We do know one fact: 36 MB of that is L2; with 12 MB per cluster of 4 cores. This was mentioned by a Qualcomm Person in an interview.

So then what about the remaining 6 MB?

Is it L1? L3? SLC?

If the 6 MB is L1, then divided across 12 cores it would be 512 KB per core. That is a huge amount of L1, far bigger than even Apple's P cores. So I don't think the 6 MB is the L1.

It could be 6 MB of L3. This is again a possibility, but I see no reason for them to have 6 MB of L3. FWIW the L2 cache slices are far bigger in size at 12 MB each.

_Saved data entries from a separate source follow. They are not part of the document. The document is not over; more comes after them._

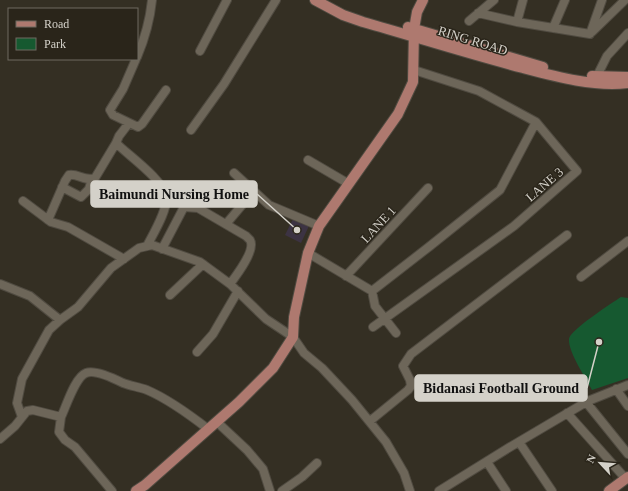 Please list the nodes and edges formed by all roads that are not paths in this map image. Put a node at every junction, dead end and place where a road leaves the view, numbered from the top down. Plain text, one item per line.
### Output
1 (152, 0) edge
2 (227, 0) edge
3 (276, 0) edge
4 (315, 0) edge
5 (328, 0) edge
6 (423, 0) edge
7 (494, 0) edge
8 (523, 0) edge
9 (565, 0) edge
10 (602, 0) edge
11 (625, 0) edge
12 (478, 13) junction
13 (470, 20) dead end
14 (517, 22) junction
15 (554, 28) junction
16 (414, 32) junction
17 (628, 33) edge
18 (590, 34) junction
19 (200, 51) dead end
20 (138, 56) edge
21 (136, 60) edge
22 (414, 70) junction
23 (597, 76) junction
24 (628, 77) edge
25 (628, 83) edge
26 (166, 90) dead end
27 (536, 122) junction
28 (129, 123) junction
29 (191, 130) dead end
30 (116, 143) junction
31 (308, 160) dead end
32 (234, 173) dead end
33 (92, 179) junction
34 (349, 184) junction
35 (62, 187) junction
36 (428, 188) dead end
37 (254, 191) junction
38 (23, 201) dead end
39 (48, 220) junction
40 (226, 224) junction
41 (319, 226) junction
42 (567, 235) dead end
43 (628, 241) edge
44 (147, 246) junction
45 (162, 249) junction
46 (308, 253) junction
47 (124, 259) junction
48 (203, 264) junction
49 (346, 276) junction
50 (581, 276) dead end
51 (0, 284) edge
52 (230, 284) junction
53 (238, 291) junction
54 (372, 291) junction
55 (170, 295) dead end
56 (385, 318) junction
57 (60, 320) junction
58 (373, 327) dead end
59 (396, 334) dead end
60 (293, 337) junction
61 (197, 352) dead end
62 (628, 385) edge
63 (616, 389) junction
64 (586, 402) junction
65 (628, 406) edge
66 (567, 413) junction
67 (22, 417) junction
68 (61, 417) junction
69 (217, 422) junction
70 (370, 422) junction
71 (208, 429) junction
72 (0, 439) edge
73 (518, 442) junction
74 (628, 454) edge
75 (487, 462) junction
76 (317, 463) dead end
77 (627, 480) edge
78 (408, 489) edge
79 (112, 491) edge
80 (136, 491) edge
81 (270, 491) edge
82 (282, 491) edge
83 (439, 491) edge
84 (506, 491) edge
85 (552, 491) edge
86 (608, 491) edge
87 (617, 491) edge

1 - 20 street
2 - 19 street
3 - 29 street
4 - 16 main road, RING ROAD
5 - 16 main road, RING ROAD
6 - 16 main road
7 - 12 street
8 - 14 street
9 - 15 street
10 - 18 street
11 - 18 street
12 - 13 street
12 - 14 street
14 - 15 street
15 - 18 street
16 - 22 main road
16 - 23 main road
16 - 25 main road, RING ROAD
17 - 23 street
21 - 28 street
22 - 27 street
22 - 34 main road
23 - 24 main road
26 - 28 street
27 - 54 street
27 - 56 street, LANE 3
28 - 30 street
30 - 33 street
30 - 44 street
31 - 34 street
32 - 37 street
33 - 35 street
33 - 35 street
34 - 41 main road
35 - 39 street
36 - 49 street, LANE 1
37 - 40 street
37 - 41 street
38 - 39 street
39 - 47 street
40 - 45 street
40 - 52 street
41 - 46 main road
42 - 70 street
43 - 50 street
44 - 45 street
44 - 47 street
45 - 48 street
46 - 49 street
46 - 60 main road
47 - 57 street
48 - 52 street
48 - 55 street
49 - 54 street
51 - 57 street
52 - 53 street
53 - 60 street
53 - 61 street
54 - 56 street
56 - 58 street
56 - 59 street
57 - 67 street
60 - 69 main road
60 - 70 street
62 - 63 street
63 - 64 street
63 - 65 street
64 - 66 street
64 - 74 street
66 - 73 street
66 - 77 street
67 - 68 street
67 - 72 street
68 - 71 street
68 - 79 street
69 - 71 main road
69 - 81 street
70 - 78 street
71 - 80 main road
73 - 75 street
73 - 85 street
75 - 83 street
75 - 84 street
76 - 82 street
77 - 86 main road
77 - 87 main road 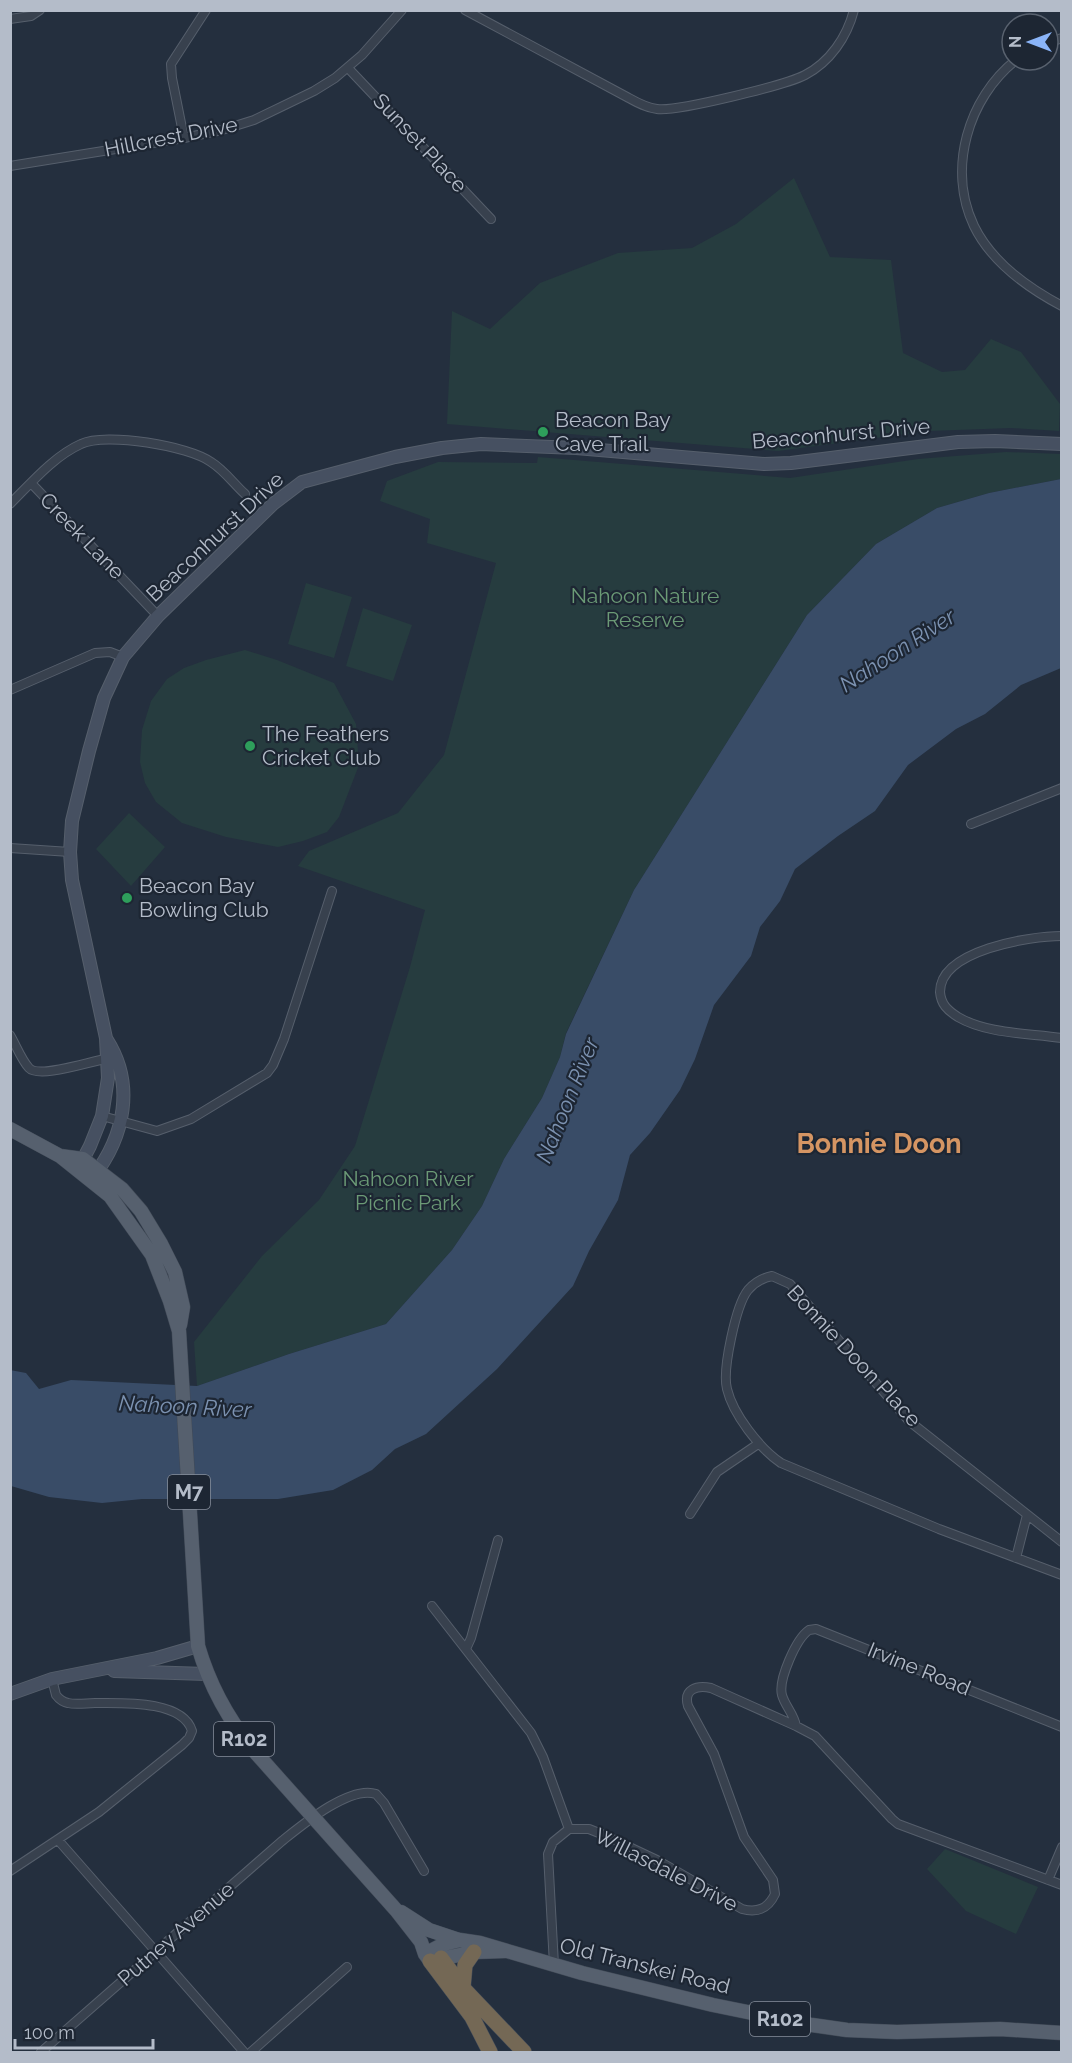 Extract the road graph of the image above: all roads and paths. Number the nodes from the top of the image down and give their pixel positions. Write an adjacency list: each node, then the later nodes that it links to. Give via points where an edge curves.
1 (40, 10): 6 (street)
2 (206, 10): 9 (street, via 171,64)
3 (402, 10): 7 (street, Hillcrest Drive)
4 (465, 10): 5 (street, via 627,97 664,110 806,75 834,53)
5 (854, 10)
6 (10, 20)
7 (348, 68): 9 (street, Hillcrest Drive, via 314,91 254,120); 11 (street, Sunset Place)
8 (1004, 72): 12 (street, via 989,86 970,122 962,166 966,198 974,226 1001,262 1030,287)
9 (184, 138): 10 (street, Hillcrest Drive)
10 (10, 166)
11 (491, 219)
12 (1062, 306)
13 (1062, 444): 17 (street, Beaconhurst Drive, via 958,442 764,464 501,444 430,450 302,482 273,504)
14 (31, 483): 15 (street, via 75,447 112,438 201,456); 16 (street); 17 (street, Creek Lane)
15 (244, 494)
16 (10, 504)
17 (158, 616): 18 (street, Beaconhurst Drive)
18 (123, 657): 19 (street, via 110,652 94,653); 23 (street, Beaconhurst Drive, via 89,751)
19 (10, 690)
20 (1062, 788): 21 (street)
21 (971, 824)
22 (10, 848): 23 (street)
23 (69, 852): 27 (street, Beaconhurst Drive, via 75,899)
24 (332, 891): 31 (street, via 284,1039 267,1073 191,1119 157,1131)
25 (1062, 936): 28 (street, via 1014,942 971,955 949,969 940,987 944,1007 967,1021)
26 (10, 1035): 29 (street, via 28,1067 35,1071)
27 (106, 1038): 29 (street, Beaconhurst Drive); 31 (street, Beaconhurst Drive, via 121,1071)
28 (1062, 1038)
29 (106, 1059): 30 (street, Beaconhurst Drive, via 107,1091)
30 (102, 1116): 31 (street); 33 (street, Beaconhurst Drive)
31 (122, 1121): 34 (street, Beaconhurst Drive)
32 (10, 1129): 33 (main road, M7)
33 (80, 1165): 34 (main road, M7)
34 (95, 1175): 43 (main road, M7, via 152,1255 179,1331)
35 (758, 1444): 36 (street, via 717,1472); 37 (street, Bonnie Doon Place, via 729,1396 725,1368 747,1292 754,1283 772,1276 790,1284 800,1294 909,1421); 40 (street, Bonnie Doon Place, via 781,1463)
36 (690, 1514)
37 (1027, 1515): 39 (street, Bonnie Doon Place); 40 (street)
38 (498, 1540): 45 (street)
39 (1062, 1542)
40 (1016, 1558): 41 (street, Bonnie Doon Place)
41 (1062, 1575)
42 (432, 1606): 45 (street)
43 (196, 1620): 44 (main road, R102)
44 (198, 1646): 46 (street); 47 (main road, R102)
45 (466, 1649): 53 (street, via 531,1733)
46 (95, 1670): 47 (street); 48 (street)
47 (206, 1674): 52 (main road, R102, via 237,1730)
48 (52, 1679): 49 (street); 54 (street, via 56,1695 68,1703 148,1705 177,1713 192,1731 147,1774)
49 (10, 1694)
50 (796, 1726): 51 (street, Irvine Road, via 781,1693 782,1683 803,1634 816,1629); 53 (street, Willasdale Drive, via 711,1688 696,1687 687,1696 688,1706 722,1772 744,1837 773,1880 775,1894 761,1910 737,1907 657,1860 594,1830); 58 (street, via 815,1736 898,1824)
51 (1062, 1727)
52 (313, 1816): 57 (street, Putney Avenue, via 352,1797 367,1792 376,1794); 60 (main road, R102); 62 (street, Putney Avenue)
53 (569, 1829): 66 (street, Willasdale Drive, via 553,1842 548,1854)
54 (58, 1840): 56 (street); 62 (street)
55 (1062, 1847): 58 (street)
56 (10, 1871)
57 (424, 1871)
58 (1048, 1880): 59 (street)
59 (1062, 1886)
60 (396, 1910): 61 (main road, Old Transkei Road, via 429,1930); 65 (main road, R102)
61 (460, 1940): 64 (main road, Old Transkei Road / R102); 65 (main road)
62 (156, 1952): 70 (street, Putney Avenue); 71 (street)
63 (474, 1952): 64 (main road, Old Transkei Road / R102); 65 (main road, Old Transkei Road / R102); 68 (highway, via 465,1965)
64 (505, 1952): 66 (main road, Old Transkei Road / R102)
65 (430, 1953): 68 (highway); 73 (highway)
66 (554, 1965): 69 (main road, Old Transkei Road / R102, via 713,2005 847,2030 1000,2029)
67 (347, 1967): 72 (street)
68 (463, 1988): 74 (highway)
69 (1062, 2033)
70 (41, 2052)
71 (244, 2052)
72 (251, 2052)
73 (490, 2052)
74 (524, 2052)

Also we know the Oryon CPU was designed by ex-Apple engineers, and we know Apple's CPU design does not contain an L3. Hence the 6 MB is probably not an L3.

That leaves us with the SLC. At first 6 MB of SLC sounds improbable, as even Qualcomm's mobile chips have more SLC.

But consider the Apple M3:
F922zLFWEAA5iaO.jpeg
It has only 8 MB of SLC. And yes, that's less than recent A chips.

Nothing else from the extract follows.